**Work to be completed**
Reproduce, without alteration, every line of the data; exclude the images.

**Exercise data**
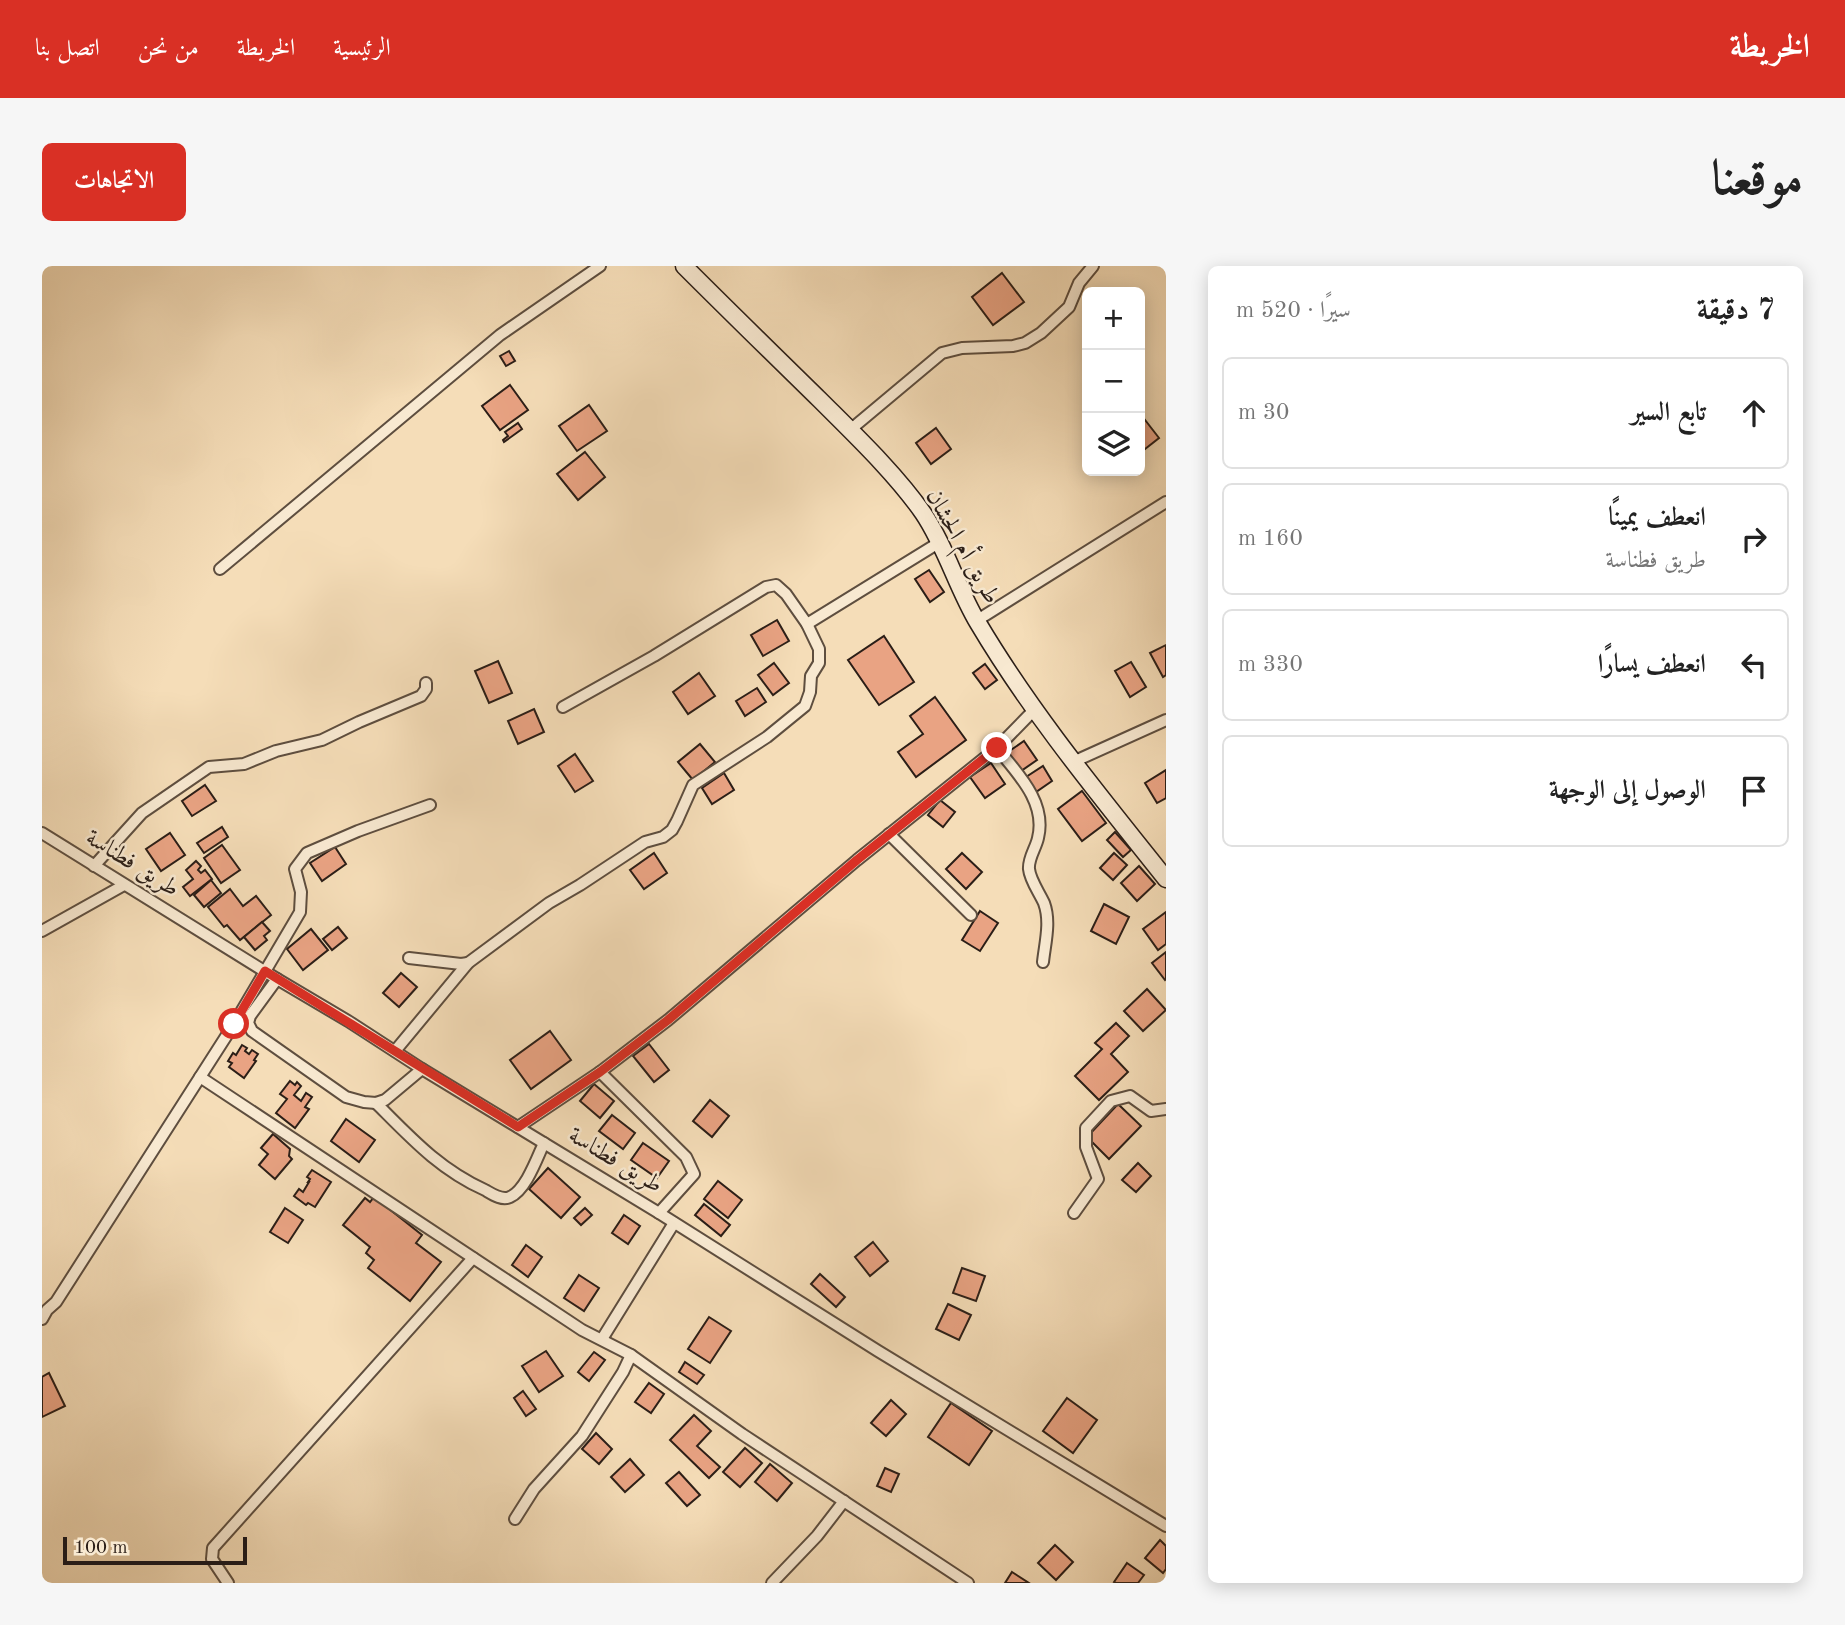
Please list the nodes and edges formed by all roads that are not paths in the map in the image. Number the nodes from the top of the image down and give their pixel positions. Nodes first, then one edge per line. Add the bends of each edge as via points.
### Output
1 (600, 266) edge
2 (684, 266) edge
3 (1093, 266) edge
4 (850, 430) junction
5 (1166, 502) edge
6 (940, 542) junction
7 (220, 569) dead end
8 (976, 621) junction
9 (807, 624) junction
10 (426, 683) dead end
11 (563, 707) dead end
12 (1034, 710) junction
13 (1166, 720) edge
14 (997, 748) junction
15 (1073, 762) junction
16 (430, 805) dead end
17 (42, 833) edge
18 (889, 834) junction
19 (94, 866) junction
20 (1166, 879) edge
21 (124, 885) junction
22 (971, 915) dead end
23 (42, 931) edge
24 (410, 958) dead end
25 (1043, 962) dead end
26 (468, 963) junction
27 (265, 971) junction
28 (277, 979) junction
29 (395, 1051) junction
30 (422, 1069) junction
31 (600, 1072) junction
32 (200, 1077) junction
33 (376, 1103) junction
34 (1166, 1109) edge
35 (518, 1127) junction
36 (544, 1143) junction
37 (659, 1213) junction
38 (1074, 1213) dead end
39 (674, 1223) junction
40 (473, 1258) junction
41 (44, 1313) edge
42 (602, 1339) junction
43 (631, 1355) junction
44 (844, 1501) junction
45 (515, 1520) dead end
46 (1166, 1525) edge
47 (228, 1583) edge
48 (772, 1583) edge
49 (968, 1583) edge

1 - 7 street via 500,335
2 - 4 street, طريق أم الحشان
3 - 4 street via 1069,307 1041,333 1013,346 942,353
4 - 6 street, طريق أم الحشان via 904,489
5 - 8 street
6 - 8 street, طريق أم الحشان
6 - 9 street
8 - 12 street, طريق أم الحشان
9 - 11 street via 786,594 776,585 766,587
9 - 26 street via 819,649 819,663 805,706 693,785 671,831 645,842 548,903
10 - 19 street via 421,696 322,740 244,764 209,767 142,813
12 - 14 street
12 - 15 street, طريق أم الحشان
13 - 15 street
14 - 18 street
14 - 25 street via 1032,793 1038,813 1039,836 1029,869 1048,920
15 - 20 street, طريق أم الحشان
16 - 27 street via 307,853 295,869 302,892 300,912
17 - 19 street, طريق فطناسة
18 - 22 street
18 - 31 street
19 - 21 street, طريق فطناسة
21 - 23 street
21 - 27 street, طريق فطناسة
24 - 26 street
26 - 29 street
27 - 28 street, طريق فطناسة
27 - 32 street
28 - 29 street, طريق فطناسة
28 - 33 street via 250,1016 252,1031 346,1097
29 - 30 street, طريق فطناسة
30 - 33 street
30 - 35 street, طريق فطناسة
31 - 35 street
31 - 37 street via 692,1167 694,1174
32 - 40 street
32 - 41 street via 56,1302
33 - 36 street via 424,1151 464,1180 503,1199 523,1186
34 - 38 street via 1151,1111 1130,1096 1111,1101 1086,1128 1086,1147 1098,1179
35 - 36 street, طريق فطناسة
36 - 37 street, طريق فطناسة
37 - 39 street, طريق فطناسة
39 - 42 street
39 - 46 street, طريق فطناسة
40 - 42 street
40 - 47 street via 213,1548 212,1559
42 - 43 street
43 - 44 street
43 - 45 street via 588,1428 534,1489
44 - 48 street
44 - 49 street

**Exercise response**
Please list the nodes and edges formed by all roads that are not paths in the map in the image. Number the nodes from the top of the image down and give their pixel positions. Nodes first, then one edge per line. Add the bends of each edge as via points.
### Output
1 (600, 266) edge
2 (684, 266) edge
3 (1093, 266) edge
4 (850, 430) junction
5 (1166, 502) edge
6 (940, 542) junction
7 (220, 569) dead end
8 (976, 621) junction
9 (807, 624) junction
10 (426, 683) dead end
11 (563, 707) dead end
12 (1034, 710) junction
13 (1166, 720) edge
14 (997, 748) junction
15 (1073, 762) junction
16 (430, 805) dead end
17 (42, 833) edge
18 (889, 834) junction
19 (94, 866) junction
20 (1166, 879) edge
21 (124, 885) junction
22 (971, 915) dead end
23 (42, 931) edge
24 (410, 958) dead end
25 (1043, 962) dead end
26 (468, 963) junction
27 (265, 971) junction
28 (277, 979) junction
29 (395, 1051) junction
30 (422, 1069) junction
31 (600, 1072) junction
32 (200, 1077) junction
33 (376, 1103) junction
34 (1166, 1109) edge
35 (518, 1127) junction
36 (544, 1143) junction
37 (659, 1213) junction
38 (1074, 1213) dead end
39 (674, 1223) junction
40 (473, 1258) junction
41 (44, 1313) edge
42 (602, 1339) junction
43 (631, 1355) junction
44 (844, 1501) junction
45 (515, 1520) dead end
46 (1166, 1525) edge
47 (228, 1583) edge
48 (772, 1583) edge
49 (968, 1583) edge

1 - 7 street via 500,335
2 - 4 street, طريق أم الحشان
3 - 4 street via 1069,307 1041,333 1013,346 942,353
4 - 6 street, طريق أم الحشان via 904,489
5 - 8 street
6 - 8 street, طريق أم الحشان
6 - 9 street
8 - 12 street, طريق أم الحشان
9 - 11 street via 786,594 776,585 766,587
9 - 26 street via 819,649 819,663 805,706 693,785 671,831 645,842 548,903
10 - 19 street via 421,696 322,740 244,764 209,767 142,813
12 - 14 street
12 - 15 street, طريق أم الحشان
13 - 15 street
14 - 18 street
14 - 25 street via 1032,793 1038,813 1039,836 1029,869 1048,920
15 - 20 street, طريق أم الحشان
16 - 27 street via 307,853 295,869 302,892 300,912
17 - 19 street, طريق فطناسة
18 - 22 street
18 - 31 street
19 - 21 street, طريق فطناسة
21 - 23 street
21 - 27 street, طريق فطناسة
24 - 26 street
26 - 29 street
27 - 28 street, طريق فطناسة
27 - 32 street
28 - 29 street, طريق فطناسة
28 - 33 street via 250,1016 252,1031 346,1097
29 - 30 street, طريق فطناسة
30 - 33 street
30 - 35 street, طريق فطناسة
31 - 35 street
31 - 37 street via 692,1167 694,1174
32 - 40 street
32 - 41 street via 56,1302
33 - 36 street via 424,1151 464,1180 503,1199 523,1186
34 - 38 street via 1151,1111 1130,1096 1111,1101 1086,1128 1086,1147 1098,1179
35 - 36 street, طريق فطناسة
36 - 37 street, طريق فطناسة
37 - 39 street, طريق فطناسة
39 - 42 street
39 - 46 street, طريق فطناسة
40 - 42 street
40 - 47 street via 213,1548 212,1559
42 - 43 street
43 - 44 street
43 - 45 street via 588,1428 534,1489
44 - 48 street
44 - 49 street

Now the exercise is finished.